## Goal of the exercise
What is needed is each line of the data below that holds the string "down".

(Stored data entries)
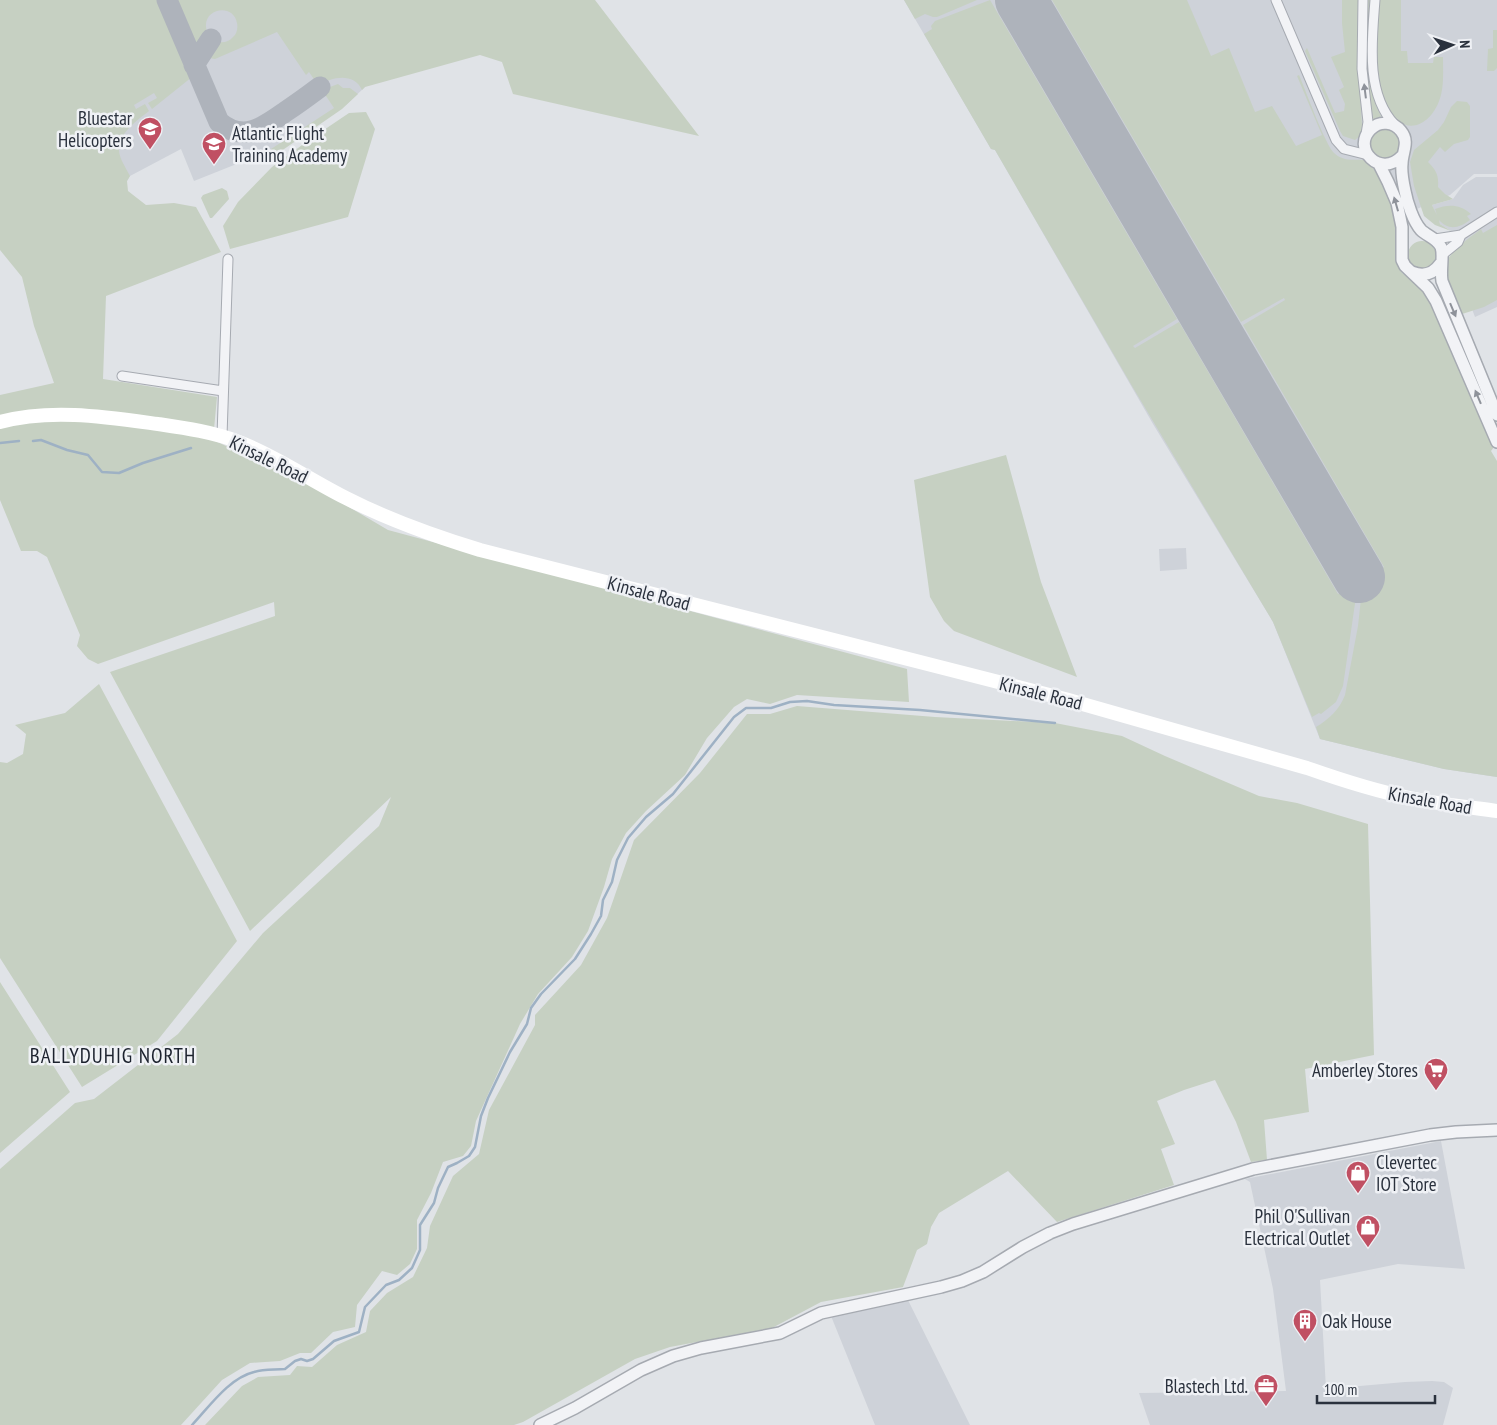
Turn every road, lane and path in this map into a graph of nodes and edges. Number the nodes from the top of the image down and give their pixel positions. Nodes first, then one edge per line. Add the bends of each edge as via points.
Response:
1 (1276, 0) edge
2 (1363, 0) edge
3 (1375, 0) edge
4 (1395, 126) junction
5 (1363, 148) junction
6 (1402, 156) junction
7 (1379, 164) junction
8 (1497, 212) edge
9 (1460, 235) junction
10 (1432, 237) junction
11 (1403, 247) junction
12 (228, 259) dead end
13 (1441, 259) junction
14 (1410, 271) junction
15 (122, 376) dead end
16 (223, 391) junction
17 (1497, 415) edge
18 (0, 422) edge
19 (222, 436) junction
20 (1497, 442) edge
21 (1307, 768) junction
22 (1497, 805) edge
23 (1497, 811) edge
24 (1497, 1130) edge
25 (540, 1425) edge

1 - 5 street via 1336,140 1344,149
5 -> 2 street via 1368,122 1362,69
3 - 4 street via 1375,81 1382,108
4 - 5 street via 1389,123 1376,125
4 - 6 street via 1405,138
5 - 7 street
6 - 7 street via 1392,164
6 - 10 street via 1406,195 1418,225
11 -> 7 street via 1396,204
8 - 9 street
9 - 10 street
9 - 13 street via 1458,242
10 - 11 street via 1422,234 1411,238
10 - 13 street via 1442,249
11 - 14 street via 1402,260
12 - 16 street
13 - 14 street via 1427,274
13 -> 17 street via 1447,298
20 -> 14 street via 1436,300 1423,281
15 - 16 street
16 - 19 street
18 - 19 main road, Kinsale Road via 32,416 85,416 134,420
19 - 21 main road, Kinsale Road via 272,458 363,507 426,534 1065,699
21 - 22 main road, Kinsale Road via 1434,796
21 - 23 main road, Kinsale Road via 1411,798
24 - 25 street via 1430,1135 1253,1169 1074,1224 1050,1233 962,1281 821,1312 780,1333 673,1356

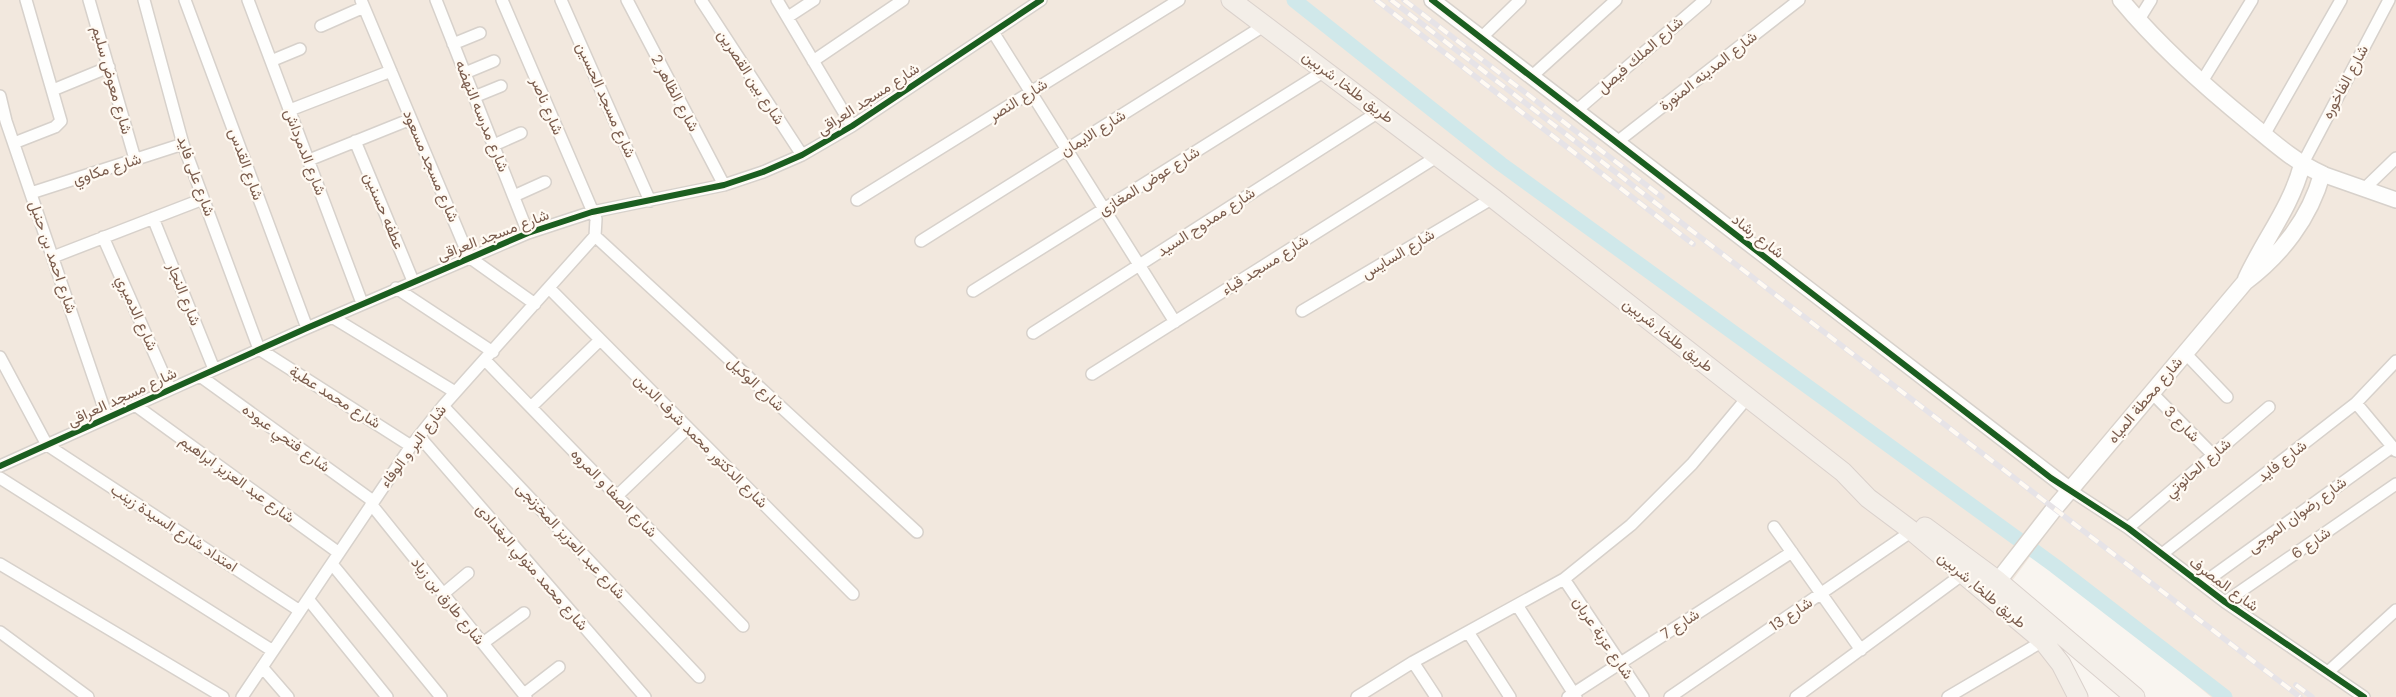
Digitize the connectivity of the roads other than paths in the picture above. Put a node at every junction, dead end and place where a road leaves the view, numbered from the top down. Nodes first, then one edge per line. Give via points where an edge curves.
1 (26, 0) edge
2 (89, 0) edge
3 (144, 0) edge
4 (185, 0) edge
5 (436, 0) edge
6 (502, 0) edge
7 (561, 0) edge
8 (627, 0) edge
9 (701, 0) edge
10 (777, 0) edge
11 (814, 0) edge
12 (903, 0) edge
13 (1042, 0) edge
14 (1179, 0) edge
15 (1231, 0) edge
16 (1432, 0) edge
17 (1520, 0) edge
18 (1616, 0) edge
19 (1705, 0) edge
20 (1799, 0) edge
21 (2121, 0) edge
22 (2152, 0) edge
23 (2252, 0) edge
24 (2341, 0) edge
25 (2389, 0) edge
26 (253, 1) edge
27 (362, 4) edge
28 (788, 17) junction
29 (2138, 21) junction
30 (1264, 25) junction
31 (321, 26) dead end
32 (993, 32) junction
33 (480, 33) dead end
34 (1480, 38) junction
35 (454, 44) junction
36 (300, 49) dead end
37 (271, 61) junction
38 (494, 61) dead end
39 (813, 61) junction
40 (108, 67) junction
41 (1326, 70) junction
42 (391, 71) junction
43 (465, 73) junction
44 (1531, 77) junction
45 (2201, 83) junction
46 (501, 86) dead end
47 (53, 90) junction
48 (1030, 92) junction
49 (0, 96) edge
50 (474, 96) junction
51 (290, 110) junction
52 (1380, 111) junction
53 (1576, 111) junction
54 (411, 119) junction
55 (3, 122) edge
56 (852, 126) junction
57 (521, 133) dead end
58 (2264, 135) junction
59 (355, 141) junction
60 (1617, 142) junction
61 (14, 143) junction
62 (183, 144) junction
63 (494, 145) junction
64 (1067, 150) junction
65 (802, 155) junction
66 (1438, 156) junction
67 (2396, 158) edge
68 (135, 159) junction
69 (308, 160) junction
70 (2302, 165) junction
71 (2322, 174) junction
72 (545, 182) dead end
73 (724, 185) junction
74 (2364, 190) junction
75 (31, 194) junction
76 (514, 196) junction
77 (1493, 198) junction
78 (203, 199) junction
79 (857, 200) dead end
80 (2396, 200) edge
81 (650, 201) junction
82 (1104, 209) junction
83 (592, 212) junction
84 (153, 218) junction
85 (528, 233) junction
86 (595, 236) junction
87 (103, 238) junction
88 (921, 241) dead end
89 (469, 256) junction
90 (53, 257) junction
91 (1139, 265) junction
92 (413, 281) junction
93 (2245, 282) junction
94 (396, 288) junction
95 (549, 288) junction
96 (973, 291) dead end
97 (362, 303) junction
98 (535, 304) junction
99 (1302, 311) dead end
100 (332, 317) junction
101 (1175, 322) junction
102 (307, 328) junction
103 (1033, 333) dead end
104 (600, 340) junction
105 (259, 349) junction
106 (2185, 353) junction
107 (489, 356) junction
108 (0, 357) edge
109 (2396, 361) edge
110 (214, 369) junction
111 (1092, 374) dead end
112 (200, 376) junction
113 (170, 389) junction
114 (455, 392) junction
115 (2152, 393) junction
116 (2227, 397) dead end
117 (1747, 398) junction
118 (2356, 403) junction
119 (135, 405) junction
120 (443, 406) junction
121 (531, 407) junction
122 (2269, 408) dead end
123 (107, 418) junction
124 (688, 428) junction
125 (419, 436) junction
126 (47, 445) junction
127 (411, 446) junction
128 (2394, 449) edge
129 (2213, 455) junction
130 (1, 464) edge
131 (1843, 472) junction
132 (0, 478) edge
133 (2396, 484) edge
134 (2070, 490) junction
135 (617, 496) junction
136 (372, 503) junction
137 (1774, 526) dead end
138 (2128, 528) junction
139 (1912, 531) junction
140 (917, 532) dead end
141 (1792, 552) junction
142 (339, 553) junction
143 (2162, 554) junction
144 (0, 564) edge
145 (332, 564) junction
146 (468, 573) dead end
147 (1963, 574) junction
148 (1564, 579) junction
149 (1998, 581) junction
150 (2202, 584) junction
151 (443, 594) junction
152 (853, 594) dead end
153 (1821, 594) junction
154 (308, 599) junction
155 (2225, 602) junction
156 (1517, 605) junction
157 (2396, 610) edge
158 (300, 611) junction
159 (524, 613) dead end
160 (743, 626) dead end
161 (0, 632) edge
162 (1468, 632) junction
163 (2043, 641) junction
164 (483, 643) junction
165 (1861, 650) junction
166 (273, 652) junction
167 (1413, 662) junction
168 (1620, 663) junction
169 (262, 667) junction
170 (559, 667) dead end
171 (2328, 672) junction
172 (699, 677) dead end
173 (525, 696) edge
174 (1572, 696) edge
175 (2133, 696) edge
176 (88, 697) edge
177 (223, 697) edge
178 (242, 697) edge
179 (288, 697) edge
180 (388, 697) edge
181 (441, 697) edge
182 (645, 697) edge
183 (1357, 697) edge
184 (1436, 697) edge
185 (1510, 697) edge
186 (1642, 697) edge
187 (1670, 697) edge
188 (1796, 697) edge
189 (1948, 697) edge
190 (2078, 697) edge
191 (2364, 697) edge

1 - 47 street
2 - 40 street, شارع معوض سليم
3 - 62 street, شارع على فايد
4 - 102 street, شارع القدس
5 - 35 street, شارع مدرسه النهضه
6 - 83 street, شارع ناصر
7 - 81 street, شارع مسجد الحسين
8 - 73 street, شارع الظاهر 2
9 - 65 street, شارع بين القصرين
10 - 28 street
11 - 28 street
12 - 39 street
13 - 32 street, شارع مسجد العراقى
14 - 48 street, شارع النصر
15 - 30 main road, طريق طلخا, شربين
16 - 34 street, شارع رشاد
17 - 34 street
18 - 44 street
19 - 53 street, شارع الملك فيصل
20 - 60 street, شارع المدينه المنورة
21 - 29 main road
22 - 29 street
23 - 45 street
24 - 58 street
25 - 70 street, شارع الفاخوره
26 - 37 street, شارع الدمرداش
27 - 31 street
27 - 42 street, شارع مسجد مسعود
28 - 39 street
29 - 45 main road
30 - 41 main road, طريق طلخا, شربين
30 - 64 street, شارع الايمان
32 - 48 street
32 - 56 street, شارع مسجد العراقى
33 - 35 street
34 - 44 street, شارع رشاد
35 - 43 street, شارع مدرسه النهضه
36 - 37 street
37 - 51 street, شارع الدمرداش
38 - 43 street
39 - 56 street
40 - 47 street
40 - 68 street, شارع معوض سليم
41 - 52 main road, طريق طلخا, شربين
41 - 82 street, شارع عوض المغازى
42 - 51 street
42 - 54 street, شارع مسجد مسعود
43 - 50 street, شارع مدرسه النهضه
44 - 53 street, شارع رشاد
45 - 58 main road
46 - 50 street
47 - 61 street via 61,116 59,125
48 - 64 street
48 - 79 street, شارع النصر
49 - 55 street, شارع احمد بن حنبل
50 - 63 street, شارع مدرسه النهضه
51 - 69 street, شارع الدمرداش
52 - 66 main road, طريق طلخا, شربين
52 - 91 street, شارع ممدوح السيد
53 - 60 street, شارع رشاد
54 - 59 street
54 - 89 street, شارع مسجد مسعود
55 - 61 street, شارع احمد بن حنبل
56 - 65 street, شارع مسجد العراقى
57 - 63 street
58 - 70 main road
59 - 69 street
59 - 92 street, عطفه حسنين
60 - 134 street, شارع رشاد
61 - 75 street, شارع احمد بن حنبل
62 - 68 street, شارع مكاوي
62 - 78 street, شارع على فايد
63 - 76 street, شارع مدرسه النهضه
64 - 82 street
64 - 88 street, شارع الايمان
65 - 73 street, شارع مسجد العراقى
66 - 77 main road, طريق طلخا, شربين
66 - 101 street, شارع مسجد قباء
67 - 74 street
68 - 75 street, شارع مكاوي
69 - 97 street, شارع الدمرداش
70 - 71 main road
70 - 93 main road via 2287,205 2257,254
71 - 74 street
71 - 93 main road via 2317,193 2290,238 2266,266
72 - 76 street
73 - 81 street, شارع مسجد العراقى
74 - 80 street
75 - 90 street, شارع احمد بن حنبل
76 - 85 street, شارع مدرسه النهضه
77 - 99 street, شارع السايس
77 - 117 main road, طريق طلخا, شربين
78 - 84 street
78 - 105 street, شارع على فايد
81 - 83 street, شارع مسجد العراقى
82 - 91 street
82 - 96 street, شارع عوض المغازى
83 - 85 street, شارع مسجد العراقى
83 - 86 street via 596,220
84 - 87 street
84 - 110 street, شارع النجار
85 - 89 street, شارع مسجد العراقى
86 - 95 street, شارع البر و الوفاء
86 - 140 street, شارع الوكيل
87 - 90 street
87 - 113 street, شارع الدميري
89 - 92 street, شارع مسجد العراقى
89 - 98 street
90 - 123 street, شارع احمد بن حنبل
91 - 101 street
91 - 103 street, شارع ممدوح السيد
92 - 94 street, شارع مسجد العراقى
93 - 106 main road, شارع محطة المياه
94 - 97 street, شارع مسجد العراقى
94 - 107 street, شارع الصفا و المروه
95 - 98 street, شارع البر و الوفاء
95 - 104 street, شارع الدكتور محمد شرف الدين
97 - 100 street, شارع مسجد العراقى
98 - 107 street, شارع البر و الوفاء
100 - 102 street, شارع مسجد العراقى
100 - 114 street
101 - 111 street, شارع مسجد قباء
102 - 105 street, شارع مسجد العراقى
104 - 121 street
104 - 124 street, شارع الدكتور محمد شرف الدين
105 - 110 street, شارع مسجد العراقى
105 - 127 street, شارع محمد عطية
106 - 115 main road, شارع محطة المياه
106 - 116 street
107 - 114 street, شارع البر و الوفاء
107 - 121 street, شارع الصفا و المروه
108 - 126 street
109 - 118 street, شارع فايد
110 - 112 street, شارع مسجد العراقى
112 - 113 street, شارع مسجد العراقى
112 - 136 street, شارع فتحي عبوده
113 - 119 street, شارع مسجد العراقى
114 - 120 street, شارع البر و الوفاء
115 - 129 street, شارع 3
115 - 134 main road, شارع محطة المياه
117 - 131 main road, طريق طلخا, شربين
117 - 148 street via 1692,464 1638,518
118 - 128 street
118 - 143 street, شارع فايد
119 - 123 street, شارع مسجد العراقى
119 - 142 street, شارع عبد العزيز ابراهيم
120 - 125 street, شارع البر و الوفاء
120 - 172 street, شارع عبد العزيز المخزنجى
121 - 135 street, شارع الصفا و المروه
122 - 129 street, شارع الحانوتي
123 - 126 street, شارع مسجد العراقى
124 - 135 street
124 - 152 street, شارع الدكتور محمد شرف الدين
125 - 127 street, شارع البر و الوفاء
125 - 182 street, شارع محمد متولي البغدادى
126 - 130 street, شارع مسجد العراقى
126 - 158 street, امتداد شارع السيدة زينب
127 - 136 street, شارع البر و الوفاء
128 - 150 street, شارع رضوان الموجى
129 - 138 street, شارع الحانوتي
131 - 139 main road, طريق طلخا, شربين via 1868,498
131 - 149 main road via 1877,491
132 - 166 street
133 - 155 street, شارع 6
134 - 138 street, شارع المصرف
134 - 149 main road, شارع محطة المياه
135 - 160 street, شارع الصفا و المروه
136 - 142 street, شارع البر و الوفاء
136 - 151 street, شارع طارق بن زياد
137 - 141 street
138 - 143 street, شارع المصرف
139 - 147 main road, طريق طلخا, شربين
139 - 153 street, شارع 13
141 - 153 street
141 - 168 street, شارع 7
142 - 145 street, شارع البر و الوفاء
143 - 150 street, شارع المصرف
144 - 177 street
145 - 154 street, شارع البر و الوفاء
145 - 181 street
146 - 151 street
147 - 163 main road, طريق طلخا, شربين
147 - 165 street
148 - 156 street
148 - 168 street, شارع عزبة عربان
149 - 175 main road
150 - 155 street, شارع المصرف
151 - 164 street, شارع طارق بن زياد
153 - 165 street
153 - 187 street, شارع 13
154 - 158 street, شارع البر و الوفاء
154 - 180 street
155 - 171 street, شارع المصرف
156 - 162 street
156 - 174 street
157 - 171 street
158 - 166 street, شارع البر و الوفاء
159 - 164 street
161 - 176 street
162 - 167 street
162 - 185 street
163 - 189 street
163 - 190 main road, طريق طلخا, شربين via 2061,664
164 - 173 street, شارع طارق بن زياد
165 - 188 street
166 - 169 street, شارع البر و الوفاء
167 - 183 street
167 - 184 street
168 - 174 street, شارع 7
168 - 186 street, شارع عزبة عربان
169 - 178 street, شارع البر و الوفاء
169 - 179 street
170 - 173 street
171 - 191 street, شارع المصرف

## Your response
Turn every road, lane and path in this map into a graph of nodes and edges. Number the nodes from the top of the image down and give their pixel positions. Nodes first, then one edge per line. Add the bends of each edge as via points.
Digitize the connectivity of the roads other than paths in the picture above. Put a node at every junction, dead end and place where a road leaves the view, numbered from the top down. Nodes first, then one edge per line. Give via points where an edge curves.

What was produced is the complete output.